The BA.2.86 lineage of SARS-CoV-2, which was first identified in August 2023, is phylogenetically distinct from the currently circulating Omicron XBB lineages, including EG.5.1 and HK.3. The BA.2.86 lineage contains more than 30 mutations in the spike protein, indicating that this lineage is highly capable of evading the pre-existing anti-SARS-CoV-2 immunity.

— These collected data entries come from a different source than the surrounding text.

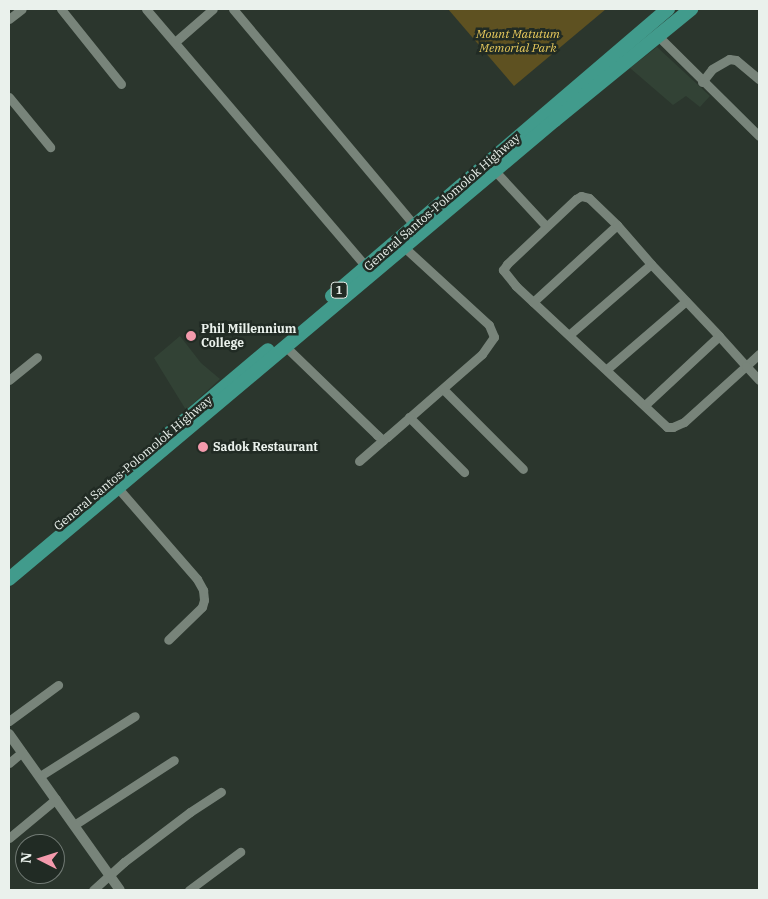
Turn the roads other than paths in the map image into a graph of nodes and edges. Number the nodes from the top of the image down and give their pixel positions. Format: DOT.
graph roads {
  1 [pos="22,9"];
  2 [pos="61,9"];
  3 [pos="146,9"];
  4 [pos="213,9"];
  5 [pos="233,9"];
  6 [pos="668,9"];
  7 [pos="691,9"];
  8 [pos="9,19"];
  9 [pos="658,36"];
  10 [pos="174,42"];
  11 [pos="759,79"];
  12 [pos="702,82"];
  13 [pos="121,84"];
  14 [pos="9,97"];
  15 [pos="759,136"];
  16 [pos="50,147"];
  17 [pos="495,171"];
  18 [pos="617,225"];
  19 [pos="415,226"];
  20 [pos="546,226"];
  21 [pos="405,248"];
  22 [pos="651,264"];
  23 [pos="366,267"];
  24 [pos="686,301"];
  25 [pos="533,302"];
  26 [pos="569,335"];
  27 [pos="719,336"];
  28 [pos="286,347"];
  29 [pos="759,354"];
  30 [pos="37,357"];
  31 [pos="746,366"];
  32 [pos="607,369"];
  33 [pos="9,380"];
  34 [pos="759,380"];
  35 [pos="443,389"];
  36 [pos="645,405"];
  37 [pos="409,417"];
  38 [pos="383,440"];
  39 [pos="359,461"];
  40 [pos="523,469"];
  41 [pos="464,472"];
  42 [pos="117,487"];
  43 [pos="9,568"];
  44 [pos="9,579"];
  45 [pos="168,640"];
  46 [pos="58,685"];
  47 [pos="135,716"];
  48 [pos="9,721"];
  49 [pos="9,734"];
  50 [pos="22,752"];
  51 [pos="174,760"];
  52 [pos="9,763"];
  53 [pos="40,776"];
  54 [pos="221,792"];
  55 [pos="56,798"];
  56 [pos="74,825"];
  57 [pos="9,838"];
  58 [pos="240,852"];
  59 [pos="110,875"];
  60 [pos="93,890"];
  61 [pos="120,890"];
  62 [pos="189,890"];
  1 -- 8 [label="street"];
  2 -- 13 [label="street"];
  3 -- 10 [label="street"];
  4 -- 10 [label="street"];
  5 -- 19 [label="street"];
  6 -- 19 [label="highway, General Santos-Polomolok Highway / 1"];
  7 -- 9 [label="highway, 1"];
  9 -- 12 [label="street"];
  9 -- 17 [label="highway, 1"];
  10 -- 23 [label="street"];
  11 -- 12 [label="street"];
  12 -- 15 [label="street"];
  14 -- 16 [label="street"];
  17 -- 20 [label="street"];
  17 -- 21 [label="highway, 1"];
  18 -- 20 [label="street"];
  18 -- 22 [label="street"];
  18 -- 25 [label="street"];
  19 -- 23 [label="highway, General Santos-Polomolok Highway / 1"];
  20 -- 25 [label="street"];
  21 -- 28 [label="highway, 1"];
  21 -- 35 [label="street"];
  22 -- 24 [label="street"];
  22 -- 26 [label="street"];
  23 -- 43 [label="highway, General Santos-Polomolok Highway / 1"];
  24 -- 27 [label="street"];
  24 -- 32 [label="street"];
  25 -- 26 [label="street"];
  26 -- 32 [label="street"];
  27 -- 31 [label="street"];
  27 -- 36 [label="street"];
  28 -- 38 [label="street"];
  28 -- 42 [label="highway, 1"];
  29 -- 31 [label="street"];
  30 -- 33 [label="street"];
  31 -- 34 [label="street"];
  31 -- 36 [label="street"];
  32 -- 36 [label="street"];
  35 -- 37 [label="street"];
  35 -- 40 [label="street"];
  37 -- 38 [label="street"];
  37 -- 41 [label="street"];
  38 -- 39 [label="street"];
  42 -- 44 [label="highway, 1"];
  42 -- 45 [label="street"];
  46 -- 48 [label="street"];
  47 -- 53 [label="street"];
  49 -- 50 [label="street"];
  50 -- 52 [label="street"];
  50 -- 53 [label="street"];
  51 -- 56 [label="street"];
  53 -- 55 [label="street"];
  54 -- 59 [label="street"];
  55 -- 56 [label="street"];
  55 -- 57 [label="street"];
  56 -- 59 [label="street"];
  58 -- 62 [label="street"];
  59 -- 60 [label="street"];
  59 -- 61 [label="street"];
}
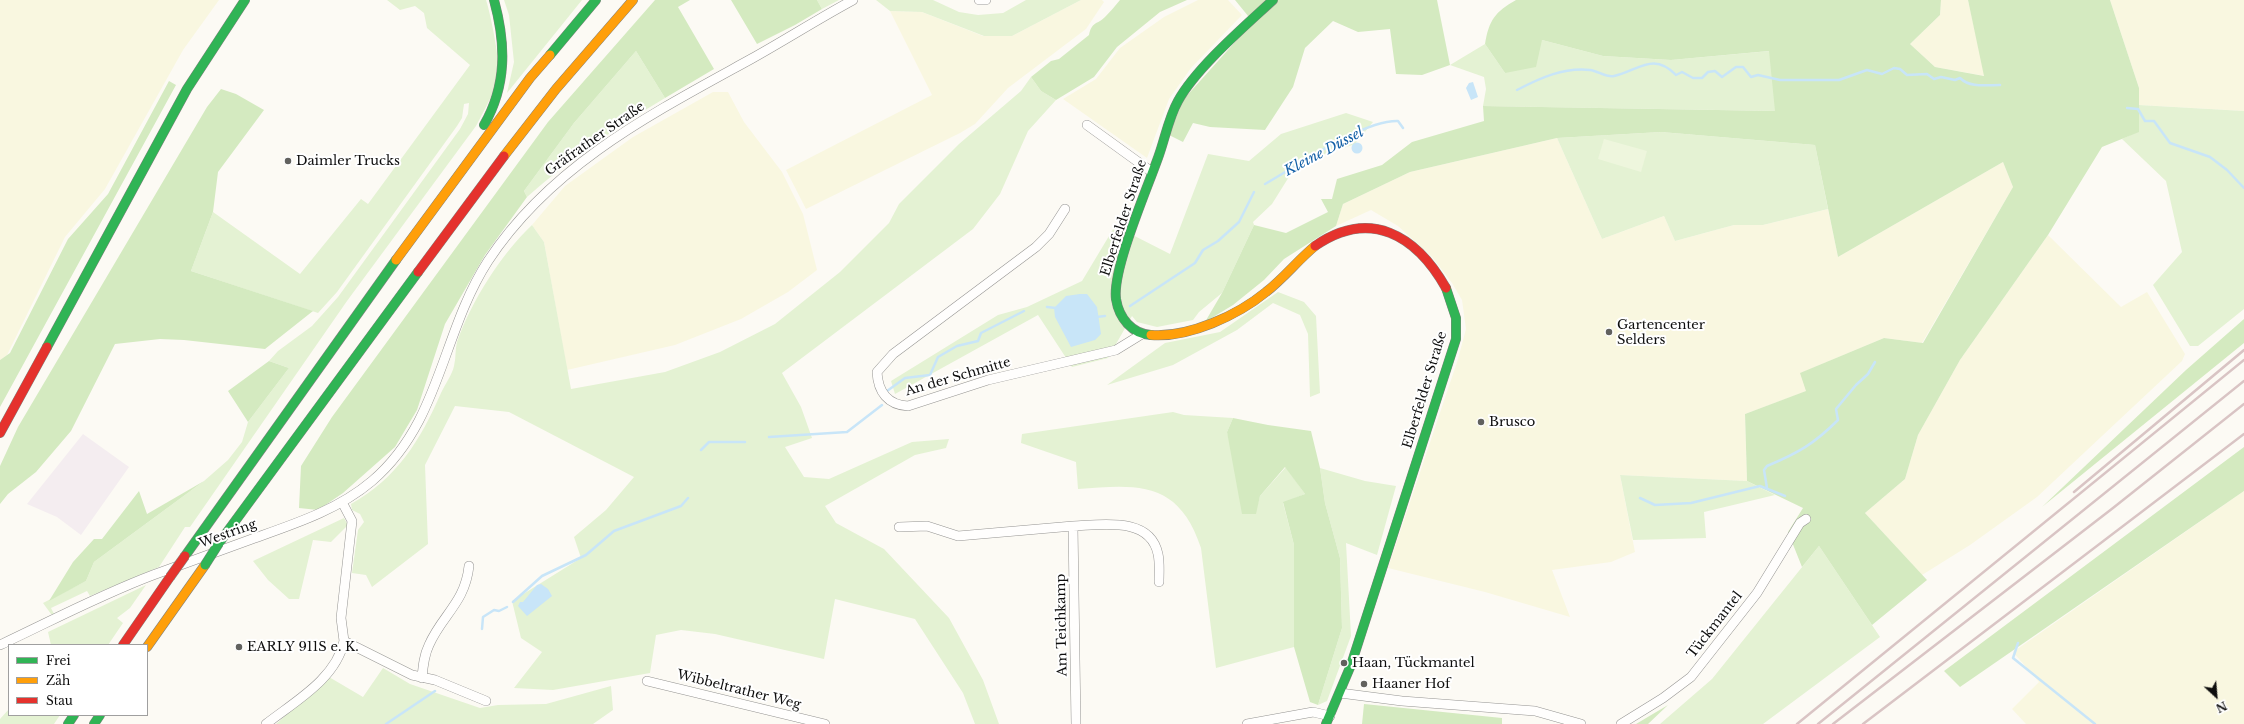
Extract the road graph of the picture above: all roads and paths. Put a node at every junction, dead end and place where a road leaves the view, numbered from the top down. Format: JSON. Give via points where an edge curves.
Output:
{"nodes":[{"id":1,"x":245,"y":0,"type":"edge"},
{"id":2,"x":494,"y":0,"type":"edge"},
{"id":3,"x":596,"y":0,"type":"edge"},
{"id":4,"x":633,"y":0,"type":"edge"},
{"id":5,"x":853,"y":0,"type":"edge"},
{"id":6,"x":979,"y":0,"type":"edge"},
{"id":7,"x":986,"y":0,"type":"edge"},
{"id":8,"x":1273,"y":0,"type":"edge"},
{"id":9,"x":1087,"y":125,"type":"dead end"},
{"id":10,"x":1152,"y":172,"type":"junction"},
{"id":11,"x":436,"y":204,"type":"junction"},
{"id":12,"x":1065,"y":209,"type":"dead end"},
{"id":13,"x":1142,"y":334,"type":"junction"},
{"id":14,"x":429,"y":403,"type":"joint"},
{"id":15,"x":0,"y":433,"type":"edge"},
{"id":16,"x":342,"y":502,"type":"junction"},
{"id":17,"x":1806,"y":519,"type":"dead end"},
{"id":18,"x":1073,"y":526,"type":"junction"},
{"id":19,"x":899,"y":527,"type":"dead end"},
{"id":20,"x":469,"y":566,"type":"dead end"},
{"id":21,"x":1159,"y":582,"type":"dead end"},
{"id":22,"x":344,"y":641,"type":"junction"},
{"id":23,"x":124,"y":644,"type":"edge"},
{"id":24,"x":0,"y":645,"type":"edge"},
{"id":25,"x":148,"y":647,"type":"edge"},
{"id":26,"x":422,"y":678,"type":"junction"},
{"id":27,"x":647,"y":682,"type":"dead end"},
{"id":28,"x":1340,"y":693,"type":"junction"},
{"id":29,"x":486,"y":701,"type":"dead end"},
{"id":30,"x":1328,"y":720,"type":"edge"},
{"id":31,"x":266,"y":724,"type":"edge"},
{"id":32,"x":823,"y":724,"type":"edge"},
{"id":33,"x":1076,"y":724,"type":"edge"},
{"id":34,"x":1247,"y":724,"type":"edge"},
{"id":35,"x":1580,"y":724,"type":"edge"},
{"id":36,"x":1621,"y":724,"type":"edge"}],
"edges":[{"from":1,"to":15,"type":"main road","via":[[187,89]]},
{"from":2,"to":11,"type":"main road","via":[[502,32],[502,81],[496,102]]},
{"from":3,"to":11,"type":"main road","via":[[530,78]]},
{"from":4,"to":25,"type":"main road","bridge":true,"via":[[561,83],[509,149],[219,543]]},
{"from":5,"to":14,"type":"street","name":"Gräfrather Straße","via":[[650,115],[573,168],[549,188],[507,235],[488,261],[469,296]]},
{"from":6,"to":7,"type":"street"},
{"from":8,"to":10,"type":"main road","name":"Elberfelder Straße","via":[[1198,74],[1178,101]]},
{"from":9,"to":10,"type":"street"},
{"from":10,"to":13,"type":"main road","name":"Elberfelder Straße","via":[[1116,276],[1116,306],[1130,327]]},
{"from":11,"to":23,"type":"main road","bridge":true},
{"from":12,"to":13,"type":"street","name":"An der Schmitte","via":[[1049,234],[1036,247],[882,364],[877,372],[882,392],[889,401],[899,406],[908,406],[988,380],[1116,350]]},
{"from":13,"to":28,"type":"main road","name":"Elberfelder Straße","via":[[1160,336],[1196,330],[1226,318],[1266,292],[1325,238],[1353,228],[1377,229],[1394,235],[1410,245],[1437,272],[1448,291],[1457,315],[1456,340]]},
{"from":14,"to":16,"type":"street","name":"Westring","via":[[414,433],[391,464],[357,493]]},
{"from":16,"to":22,"type":"street","via":[[352,521],[341,618]]},
{"from":16,"to":24,"type":"street","name":"Westring","via":[[284,527],[118,589]]},
{"from":17,"to":36,"type":"street","name":"Tückmantel","via":[[1800,523],[1757,592],[1691,677]]},
{"from":18,"to":19,"type":"street","via":[[958,536],[927,526]]},
{"from":18,"to":21,"type":"street","via":[[1129,525],[1145,532],[1158,552]]},
{"from":18,"to":33,"type":"street","name":"Am Teichkamp"},
{"from":20,"to":26,"type":"street","via":[[468,577],[460,598],[429,644],[424,658]]},
{"from":22,"to":26,"type":"street"},
{"from":22,"to":31,"type":"street","via":[[332,669]]},
{"from":26,"to":29,"type":"street","via":[[435,680]]},
{"from":27,"to":32,"type":"street","name":"Wibbeltrather Weg"},
{"from":28,"to":30,"type":"main road","name":"Elberfelder Straße"},
{"from":28,"to":35,"type":"street","via":[[1535,712]]},
{"from":30,"to":34,"type":"street","via":[[1313,712]]}]}
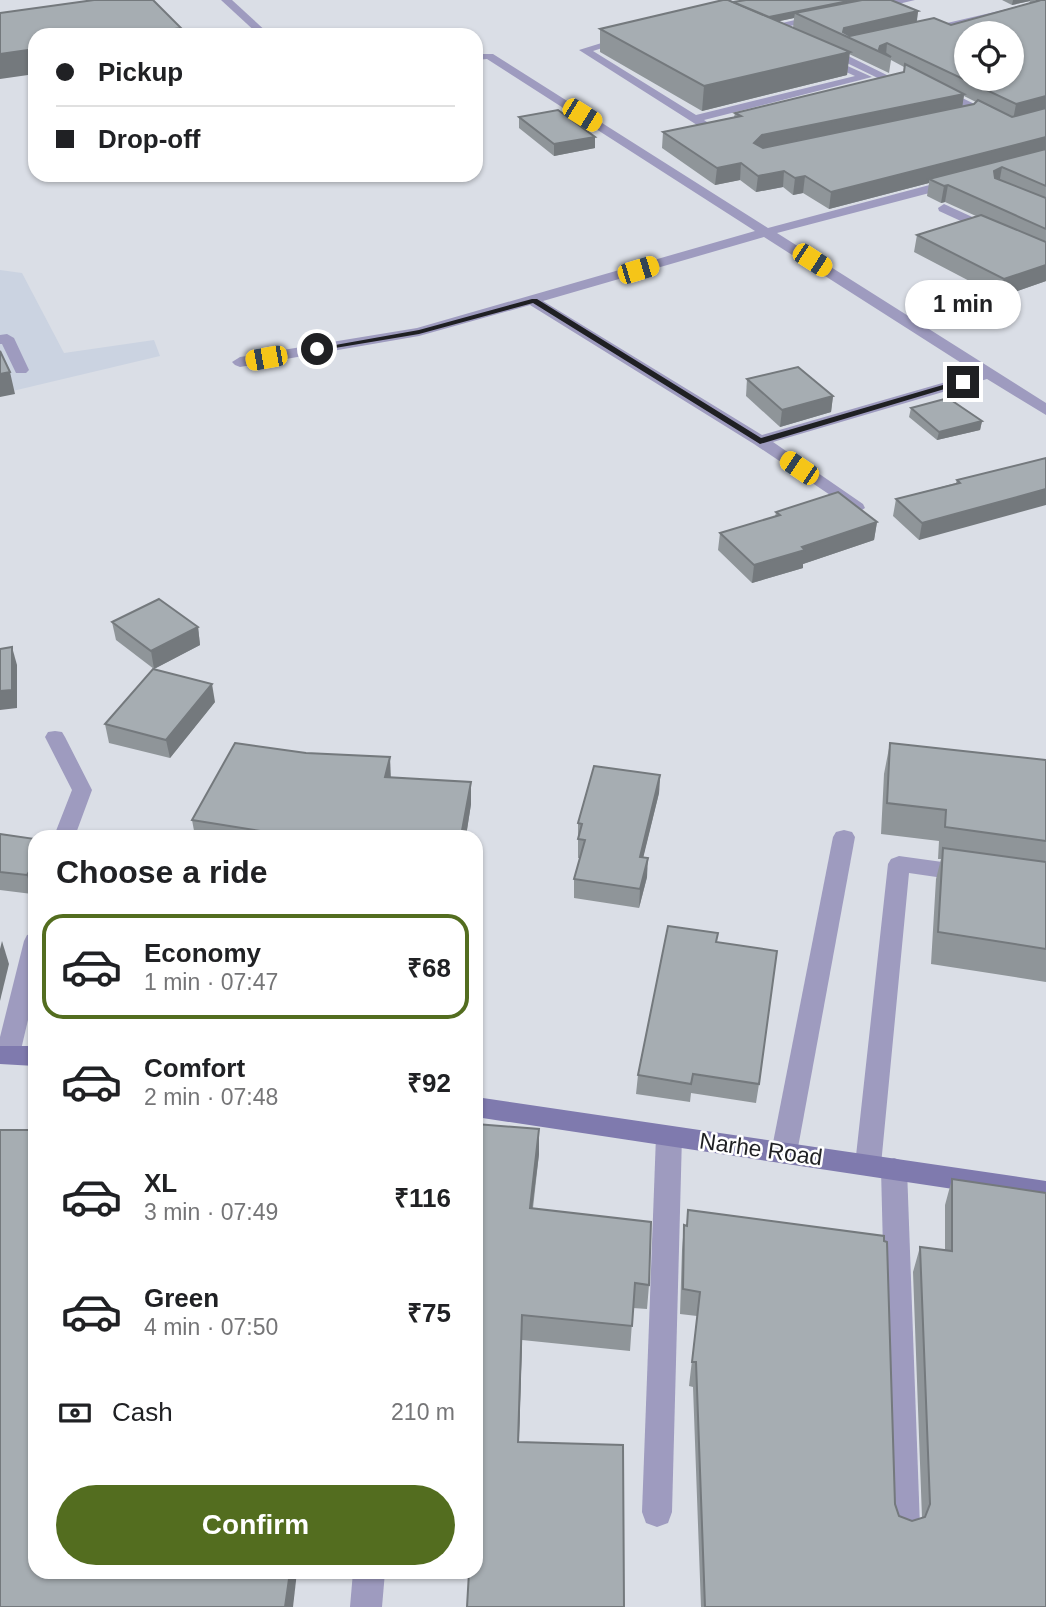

The JN.1 (BA.2.86.1.1) is the most recently emerged variant of SARS-CoV-2 that descended from the BA.2.86 lineage. The JN.1 contains a hallmark mutation L455S in the spike protein and three other mutations in the non-spike proteins. Studies investigating HK.3 and other “FLip” variants have shown that acquiring L455F mutation in the spike protein is associated with increased viral transmissibility and immune evasion ability. The L455F and F456L mutations are nicknamed ”Flip” mutations because they switch the positions of two amino acids, labeled F and L, on the spike protein.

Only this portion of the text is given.